◆ **ABOUT THIS EXERCISE**: Only a number is wanted: how many lines in the listing contain the word "nodes"?
====================
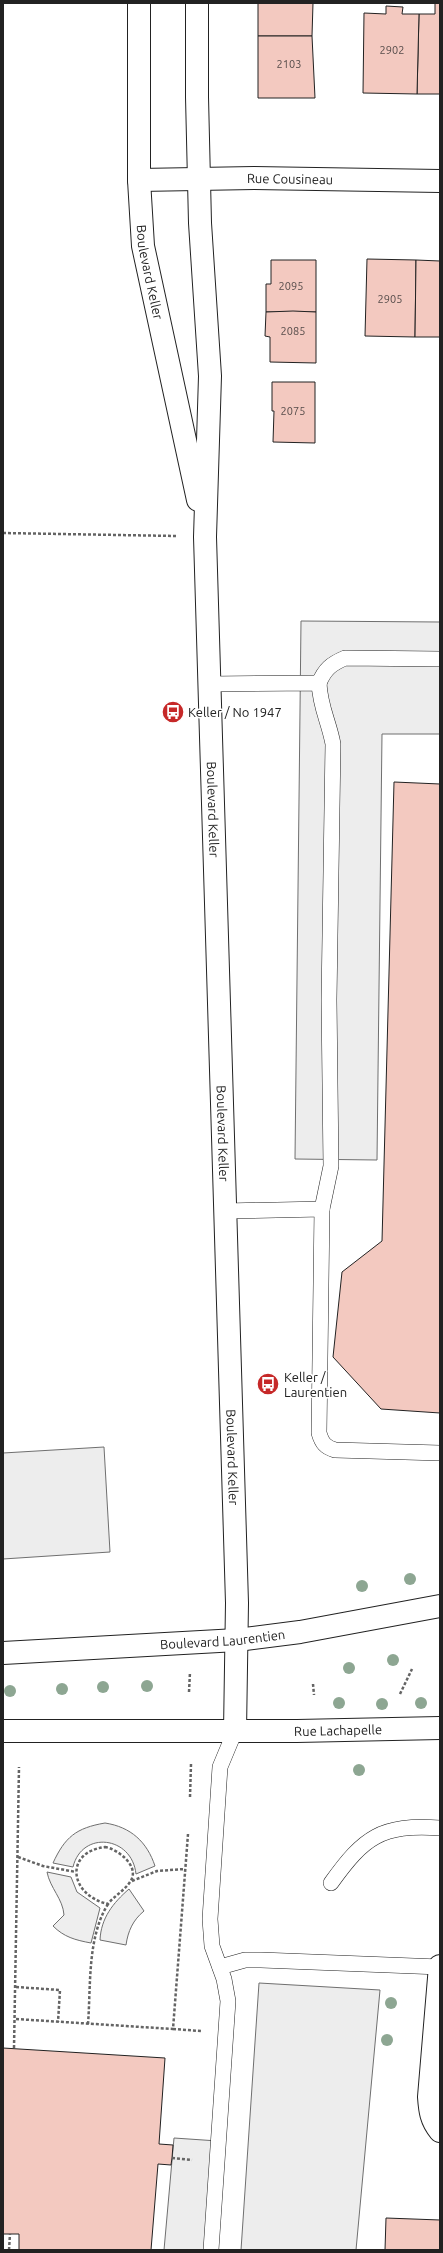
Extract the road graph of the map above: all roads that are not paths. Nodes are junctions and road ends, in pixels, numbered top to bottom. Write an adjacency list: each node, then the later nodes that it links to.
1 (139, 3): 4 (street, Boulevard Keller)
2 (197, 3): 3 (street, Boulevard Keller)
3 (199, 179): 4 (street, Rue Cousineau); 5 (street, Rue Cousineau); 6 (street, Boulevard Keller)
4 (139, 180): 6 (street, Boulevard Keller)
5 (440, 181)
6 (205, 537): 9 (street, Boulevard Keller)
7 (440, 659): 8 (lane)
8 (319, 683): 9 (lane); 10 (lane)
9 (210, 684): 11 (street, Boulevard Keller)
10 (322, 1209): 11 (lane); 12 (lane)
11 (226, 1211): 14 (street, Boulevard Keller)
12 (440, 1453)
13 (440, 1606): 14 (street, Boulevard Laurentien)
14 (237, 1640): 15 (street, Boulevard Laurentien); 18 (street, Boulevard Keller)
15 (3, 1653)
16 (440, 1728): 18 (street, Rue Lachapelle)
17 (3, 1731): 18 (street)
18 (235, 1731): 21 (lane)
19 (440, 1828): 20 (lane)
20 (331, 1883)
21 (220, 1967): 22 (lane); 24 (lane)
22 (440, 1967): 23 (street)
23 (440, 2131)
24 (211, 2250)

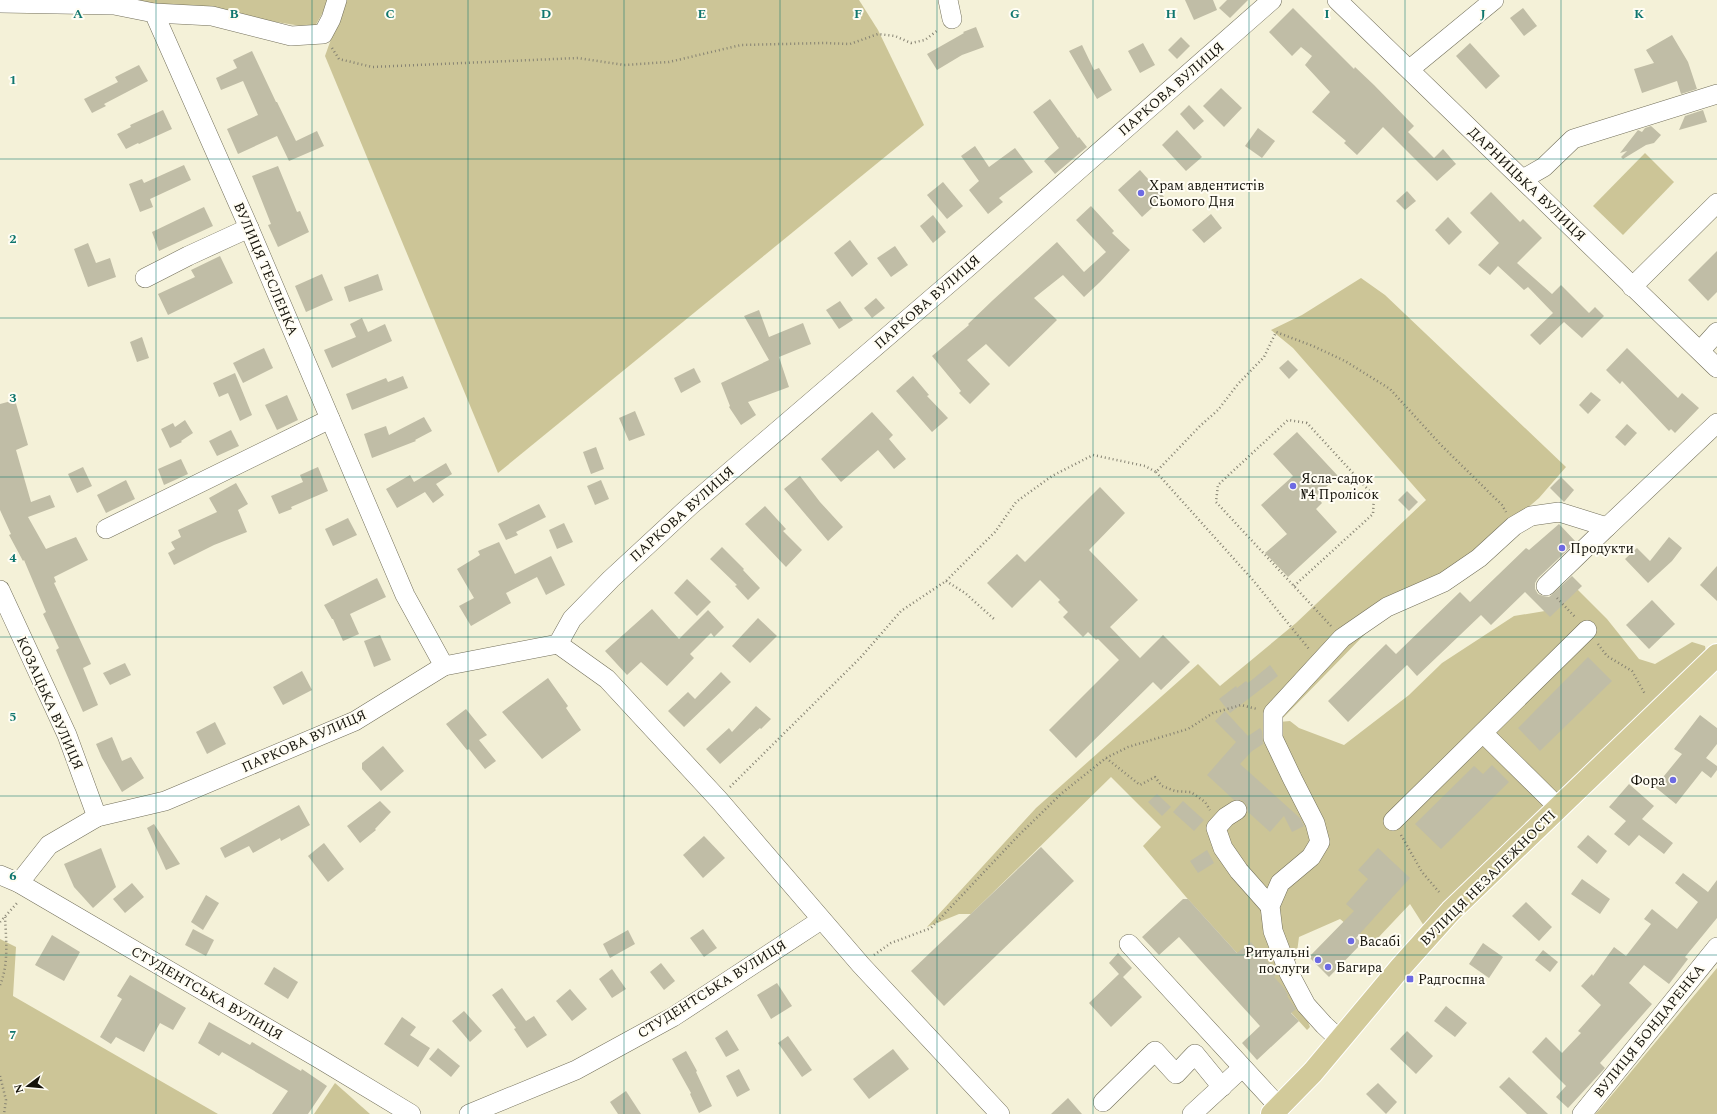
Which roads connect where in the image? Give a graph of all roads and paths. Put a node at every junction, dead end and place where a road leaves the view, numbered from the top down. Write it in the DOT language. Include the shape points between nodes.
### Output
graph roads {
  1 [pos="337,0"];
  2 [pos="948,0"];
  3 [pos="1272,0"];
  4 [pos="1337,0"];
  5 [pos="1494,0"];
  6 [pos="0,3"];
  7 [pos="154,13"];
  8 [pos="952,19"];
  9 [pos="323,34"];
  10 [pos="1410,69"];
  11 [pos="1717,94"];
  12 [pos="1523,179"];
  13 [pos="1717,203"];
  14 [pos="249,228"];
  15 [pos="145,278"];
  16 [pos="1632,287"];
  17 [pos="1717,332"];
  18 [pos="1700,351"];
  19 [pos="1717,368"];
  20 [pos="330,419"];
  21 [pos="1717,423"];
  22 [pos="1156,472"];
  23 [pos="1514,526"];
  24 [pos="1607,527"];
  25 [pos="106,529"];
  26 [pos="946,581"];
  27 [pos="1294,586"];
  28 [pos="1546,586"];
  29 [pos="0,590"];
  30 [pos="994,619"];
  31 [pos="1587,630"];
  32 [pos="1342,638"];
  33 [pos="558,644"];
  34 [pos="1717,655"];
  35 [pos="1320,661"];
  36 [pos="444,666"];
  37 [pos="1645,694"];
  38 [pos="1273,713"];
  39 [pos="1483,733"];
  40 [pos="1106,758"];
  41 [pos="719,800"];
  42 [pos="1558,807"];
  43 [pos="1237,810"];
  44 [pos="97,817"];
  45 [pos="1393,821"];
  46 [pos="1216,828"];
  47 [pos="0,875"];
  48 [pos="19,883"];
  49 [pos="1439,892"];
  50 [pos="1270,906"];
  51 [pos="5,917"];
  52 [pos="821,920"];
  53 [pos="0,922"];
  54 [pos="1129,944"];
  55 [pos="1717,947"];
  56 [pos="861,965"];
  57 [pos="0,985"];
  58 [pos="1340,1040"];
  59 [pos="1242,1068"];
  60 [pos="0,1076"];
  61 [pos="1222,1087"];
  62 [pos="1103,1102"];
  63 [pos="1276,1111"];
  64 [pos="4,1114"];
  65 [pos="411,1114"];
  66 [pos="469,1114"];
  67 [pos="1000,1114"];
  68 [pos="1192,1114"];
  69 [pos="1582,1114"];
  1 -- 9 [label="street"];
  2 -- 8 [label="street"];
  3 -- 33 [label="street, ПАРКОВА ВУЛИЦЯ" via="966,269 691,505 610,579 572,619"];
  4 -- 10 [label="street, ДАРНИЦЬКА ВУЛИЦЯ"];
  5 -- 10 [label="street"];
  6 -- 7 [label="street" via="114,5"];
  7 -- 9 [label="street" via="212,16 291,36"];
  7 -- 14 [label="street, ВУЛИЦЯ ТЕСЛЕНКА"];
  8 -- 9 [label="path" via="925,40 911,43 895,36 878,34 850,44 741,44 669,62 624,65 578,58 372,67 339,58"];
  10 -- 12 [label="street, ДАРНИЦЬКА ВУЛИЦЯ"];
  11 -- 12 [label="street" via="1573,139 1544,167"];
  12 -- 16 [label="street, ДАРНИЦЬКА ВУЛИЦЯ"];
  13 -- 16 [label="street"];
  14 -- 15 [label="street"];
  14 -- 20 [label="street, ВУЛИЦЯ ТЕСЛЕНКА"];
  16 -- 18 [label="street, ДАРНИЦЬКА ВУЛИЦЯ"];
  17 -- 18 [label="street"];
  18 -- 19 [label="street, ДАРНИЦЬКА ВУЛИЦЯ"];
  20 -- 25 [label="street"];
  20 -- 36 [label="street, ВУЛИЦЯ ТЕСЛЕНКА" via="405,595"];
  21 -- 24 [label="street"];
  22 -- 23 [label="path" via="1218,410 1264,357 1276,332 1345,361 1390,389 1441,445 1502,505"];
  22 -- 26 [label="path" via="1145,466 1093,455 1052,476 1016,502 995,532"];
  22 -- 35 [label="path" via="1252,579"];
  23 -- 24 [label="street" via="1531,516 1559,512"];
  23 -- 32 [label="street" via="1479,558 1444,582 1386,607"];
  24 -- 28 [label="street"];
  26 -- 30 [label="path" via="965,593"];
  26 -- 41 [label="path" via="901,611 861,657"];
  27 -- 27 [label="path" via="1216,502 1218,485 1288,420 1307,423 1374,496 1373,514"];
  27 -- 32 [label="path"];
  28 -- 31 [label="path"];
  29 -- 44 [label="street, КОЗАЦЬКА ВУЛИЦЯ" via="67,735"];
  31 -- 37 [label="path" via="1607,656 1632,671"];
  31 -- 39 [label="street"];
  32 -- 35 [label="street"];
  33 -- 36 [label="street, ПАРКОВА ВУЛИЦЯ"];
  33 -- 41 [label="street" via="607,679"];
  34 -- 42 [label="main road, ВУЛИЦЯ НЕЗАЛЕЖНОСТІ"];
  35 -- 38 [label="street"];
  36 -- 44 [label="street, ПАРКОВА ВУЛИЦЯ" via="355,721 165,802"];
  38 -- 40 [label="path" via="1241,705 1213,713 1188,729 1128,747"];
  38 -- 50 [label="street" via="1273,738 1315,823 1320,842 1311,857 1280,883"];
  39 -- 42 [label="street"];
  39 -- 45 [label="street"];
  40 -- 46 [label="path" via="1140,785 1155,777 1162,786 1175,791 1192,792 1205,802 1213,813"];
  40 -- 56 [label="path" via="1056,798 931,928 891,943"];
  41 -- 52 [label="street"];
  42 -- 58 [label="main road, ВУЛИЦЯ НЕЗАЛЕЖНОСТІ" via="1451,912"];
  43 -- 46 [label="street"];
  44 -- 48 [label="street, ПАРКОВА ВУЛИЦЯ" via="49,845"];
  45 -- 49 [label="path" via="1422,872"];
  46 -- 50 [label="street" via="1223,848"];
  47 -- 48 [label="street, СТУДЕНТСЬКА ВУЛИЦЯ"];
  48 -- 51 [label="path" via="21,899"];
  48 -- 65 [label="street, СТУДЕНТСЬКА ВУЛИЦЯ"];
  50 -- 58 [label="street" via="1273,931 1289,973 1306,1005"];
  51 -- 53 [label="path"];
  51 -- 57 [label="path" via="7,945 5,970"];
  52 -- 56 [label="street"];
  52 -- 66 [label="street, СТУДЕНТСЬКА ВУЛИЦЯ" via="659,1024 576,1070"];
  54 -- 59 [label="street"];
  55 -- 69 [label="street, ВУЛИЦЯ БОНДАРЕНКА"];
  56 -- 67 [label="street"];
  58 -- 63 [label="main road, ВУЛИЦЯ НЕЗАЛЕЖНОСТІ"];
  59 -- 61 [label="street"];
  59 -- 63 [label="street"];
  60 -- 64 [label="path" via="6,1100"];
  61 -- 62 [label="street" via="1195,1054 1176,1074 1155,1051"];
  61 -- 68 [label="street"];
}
====================
◆ **ANSWER SPACE**: 2